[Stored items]
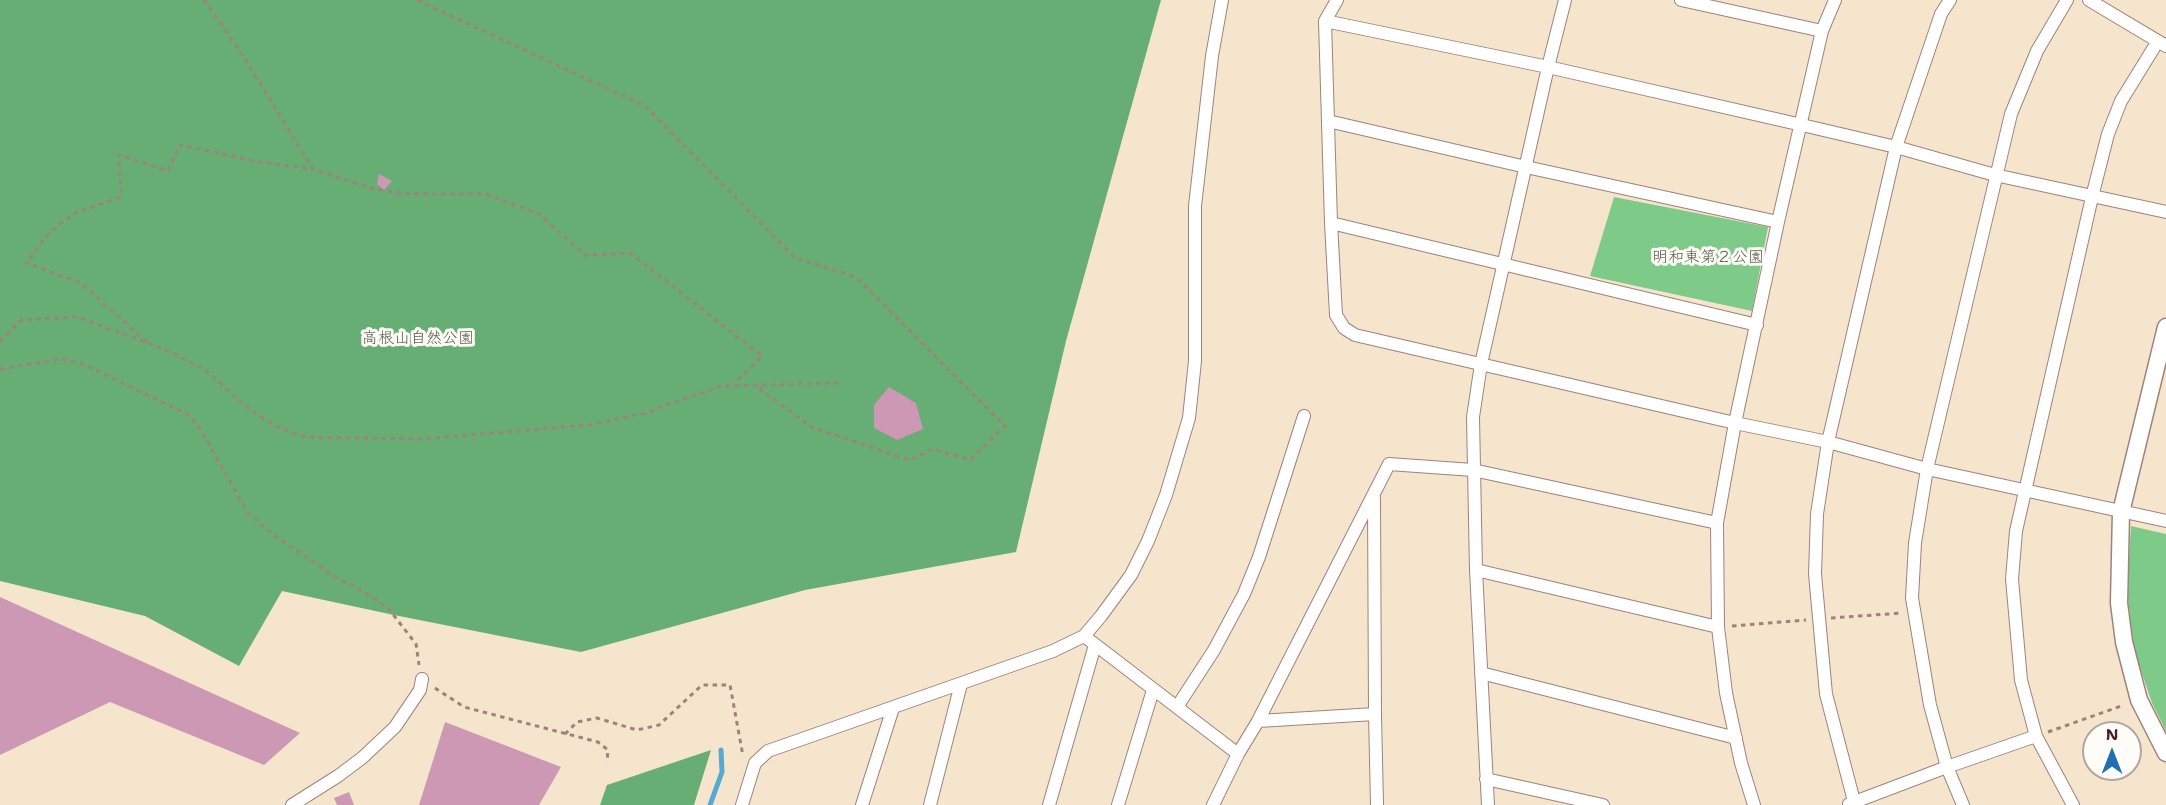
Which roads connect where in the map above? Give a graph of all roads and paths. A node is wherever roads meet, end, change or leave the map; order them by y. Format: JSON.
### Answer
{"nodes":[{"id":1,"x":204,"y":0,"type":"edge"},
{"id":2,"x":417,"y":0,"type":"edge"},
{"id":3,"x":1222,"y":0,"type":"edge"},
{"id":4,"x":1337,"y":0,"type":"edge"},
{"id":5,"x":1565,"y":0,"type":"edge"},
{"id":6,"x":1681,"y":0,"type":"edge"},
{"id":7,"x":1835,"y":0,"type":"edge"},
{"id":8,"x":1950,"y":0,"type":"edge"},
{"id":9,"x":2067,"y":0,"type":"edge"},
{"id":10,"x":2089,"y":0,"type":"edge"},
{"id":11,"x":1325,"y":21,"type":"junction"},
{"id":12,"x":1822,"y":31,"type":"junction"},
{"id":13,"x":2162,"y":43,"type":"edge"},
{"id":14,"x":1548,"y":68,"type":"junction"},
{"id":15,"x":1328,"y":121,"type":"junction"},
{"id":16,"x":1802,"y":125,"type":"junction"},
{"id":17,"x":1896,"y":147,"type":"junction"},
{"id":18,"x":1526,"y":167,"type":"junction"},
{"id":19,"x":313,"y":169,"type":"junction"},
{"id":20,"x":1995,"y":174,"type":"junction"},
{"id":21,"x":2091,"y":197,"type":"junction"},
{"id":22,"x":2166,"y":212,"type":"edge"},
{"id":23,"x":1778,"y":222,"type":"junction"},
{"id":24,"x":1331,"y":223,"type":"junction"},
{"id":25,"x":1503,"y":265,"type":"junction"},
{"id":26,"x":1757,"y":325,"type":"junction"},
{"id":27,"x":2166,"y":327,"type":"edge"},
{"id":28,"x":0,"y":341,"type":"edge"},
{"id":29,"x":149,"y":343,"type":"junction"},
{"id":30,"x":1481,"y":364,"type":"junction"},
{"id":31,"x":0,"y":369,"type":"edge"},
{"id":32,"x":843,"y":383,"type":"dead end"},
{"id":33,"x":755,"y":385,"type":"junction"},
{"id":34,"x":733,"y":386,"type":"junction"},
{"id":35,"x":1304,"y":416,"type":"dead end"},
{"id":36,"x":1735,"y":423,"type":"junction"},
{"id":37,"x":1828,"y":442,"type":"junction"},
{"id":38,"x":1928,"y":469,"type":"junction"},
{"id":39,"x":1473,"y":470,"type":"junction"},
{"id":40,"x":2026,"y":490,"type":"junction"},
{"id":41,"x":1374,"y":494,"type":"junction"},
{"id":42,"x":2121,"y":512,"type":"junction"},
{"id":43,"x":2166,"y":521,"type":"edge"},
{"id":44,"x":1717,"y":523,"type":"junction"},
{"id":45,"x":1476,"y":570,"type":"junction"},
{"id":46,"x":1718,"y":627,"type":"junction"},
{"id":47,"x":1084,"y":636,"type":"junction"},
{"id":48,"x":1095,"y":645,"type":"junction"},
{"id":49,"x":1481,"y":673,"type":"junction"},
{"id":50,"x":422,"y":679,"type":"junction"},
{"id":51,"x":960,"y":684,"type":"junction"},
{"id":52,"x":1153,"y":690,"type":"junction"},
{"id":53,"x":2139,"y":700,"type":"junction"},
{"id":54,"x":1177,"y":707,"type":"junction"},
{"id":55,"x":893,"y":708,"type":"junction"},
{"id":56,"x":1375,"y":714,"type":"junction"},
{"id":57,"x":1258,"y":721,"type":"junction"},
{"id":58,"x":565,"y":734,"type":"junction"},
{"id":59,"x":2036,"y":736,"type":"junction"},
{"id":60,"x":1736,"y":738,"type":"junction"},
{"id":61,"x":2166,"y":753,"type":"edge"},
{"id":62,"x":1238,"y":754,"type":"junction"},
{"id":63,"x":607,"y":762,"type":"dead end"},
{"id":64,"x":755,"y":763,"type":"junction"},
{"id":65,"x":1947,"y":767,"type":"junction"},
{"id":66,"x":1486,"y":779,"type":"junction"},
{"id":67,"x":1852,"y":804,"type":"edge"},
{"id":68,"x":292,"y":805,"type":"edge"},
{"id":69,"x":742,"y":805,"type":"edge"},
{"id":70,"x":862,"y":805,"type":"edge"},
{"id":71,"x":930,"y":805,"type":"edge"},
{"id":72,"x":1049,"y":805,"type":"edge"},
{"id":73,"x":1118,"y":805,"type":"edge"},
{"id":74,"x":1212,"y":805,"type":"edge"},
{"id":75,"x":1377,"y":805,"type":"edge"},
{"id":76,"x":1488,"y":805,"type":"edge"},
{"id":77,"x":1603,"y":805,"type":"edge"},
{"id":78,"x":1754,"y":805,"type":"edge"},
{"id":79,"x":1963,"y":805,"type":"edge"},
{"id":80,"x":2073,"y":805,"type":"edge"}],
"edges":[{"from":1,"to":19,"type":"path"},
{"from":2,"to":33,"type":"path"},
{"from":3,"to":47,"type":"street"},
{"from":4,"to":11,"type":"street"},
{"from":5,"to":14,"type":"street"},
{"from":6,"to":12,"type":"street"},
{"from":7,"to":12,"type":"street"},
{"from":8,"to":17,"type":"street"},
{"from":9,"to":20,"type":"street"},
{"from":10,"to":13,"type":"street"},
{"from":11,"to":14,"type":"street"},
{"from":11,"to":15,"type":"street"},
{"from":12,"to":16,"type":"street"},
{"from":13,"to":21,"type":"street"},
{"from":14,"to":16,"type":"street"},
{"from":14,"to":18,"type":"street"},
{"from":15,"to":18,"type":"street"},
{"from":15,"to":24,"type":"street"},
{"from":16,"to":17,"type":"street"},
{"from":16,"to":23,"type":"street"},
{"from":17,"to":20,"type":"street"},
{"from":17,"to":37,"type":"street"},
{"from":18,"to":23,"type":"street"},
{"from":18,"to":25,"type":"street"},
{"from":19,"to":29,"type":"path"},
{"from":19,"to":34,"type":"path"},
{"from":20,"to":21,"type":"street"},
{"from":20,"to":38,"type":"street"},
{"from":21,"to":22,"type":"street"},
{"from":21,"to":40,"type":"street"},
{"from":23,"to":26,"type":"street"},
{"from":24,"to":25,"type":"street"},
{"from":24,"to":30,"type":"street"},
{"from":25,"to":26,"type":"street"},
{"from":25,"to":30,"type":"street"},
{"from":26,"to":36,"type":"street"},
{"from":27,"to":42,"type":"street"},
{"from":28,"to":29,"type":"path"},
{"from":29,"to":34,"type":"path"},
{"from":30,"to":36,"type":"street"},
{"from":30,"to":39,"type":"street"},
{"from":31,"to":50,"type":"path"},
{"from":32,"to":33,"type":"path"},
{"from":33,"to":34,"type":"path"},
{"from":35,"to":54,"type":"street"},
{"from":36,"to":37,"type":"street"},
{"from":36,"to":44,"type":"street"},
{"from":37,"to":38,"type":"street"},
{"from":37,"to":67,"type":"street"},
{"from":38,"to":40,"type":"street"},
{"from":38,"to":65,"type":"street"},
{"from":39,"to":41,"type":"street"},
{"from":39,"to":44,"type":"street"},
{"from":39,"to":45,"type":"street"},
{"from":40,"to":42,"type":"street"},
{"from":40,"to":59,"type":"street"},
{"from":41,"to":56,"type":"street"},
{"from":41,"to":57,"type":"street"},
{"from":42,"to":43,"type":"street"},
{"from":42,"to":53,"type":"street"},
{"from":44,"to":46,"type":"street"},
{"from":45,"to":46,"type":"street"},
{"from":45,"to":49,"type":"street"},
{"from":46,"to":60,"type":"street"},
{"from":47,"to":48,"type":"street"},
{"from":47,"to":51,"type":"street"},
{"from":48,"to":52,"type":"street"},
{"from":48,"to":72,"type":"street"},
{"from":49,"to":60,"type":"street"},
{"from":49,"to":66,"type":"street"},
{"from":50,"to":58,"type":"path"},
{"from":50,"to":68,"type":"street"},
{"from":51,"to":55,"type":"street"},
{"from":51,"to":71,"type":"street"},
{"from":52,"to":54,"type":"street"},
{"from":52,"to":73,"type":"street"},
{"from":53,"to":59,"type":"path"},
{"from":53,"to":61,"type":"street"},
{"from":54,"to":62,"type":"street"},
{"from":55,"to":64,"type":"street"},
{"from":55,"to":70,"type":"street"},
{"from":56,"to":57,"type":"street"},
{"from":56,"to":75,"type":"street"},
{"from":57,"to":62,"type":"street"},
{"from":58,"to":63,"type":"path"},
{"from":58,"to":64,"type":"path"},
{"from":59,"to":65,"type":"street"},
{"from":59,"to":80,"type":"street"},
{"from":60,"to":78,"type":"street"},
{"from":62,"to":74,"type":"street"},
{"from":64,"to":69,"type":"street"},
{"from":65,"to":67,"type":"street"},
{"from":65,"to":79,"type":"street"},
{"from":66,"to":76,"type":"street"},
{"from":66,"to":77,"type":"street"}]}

» Activity:
Whenever the string "dead" occurs in a line of the entries above, copy that line.

» Completed task:
{"id":32,"x":843,"y":383,"type":"dead end"},
{"id":35,"x":1304,"y":416,"type":"dead end"},
{"id":63,"x":607,"y":762,"type":"dead end"},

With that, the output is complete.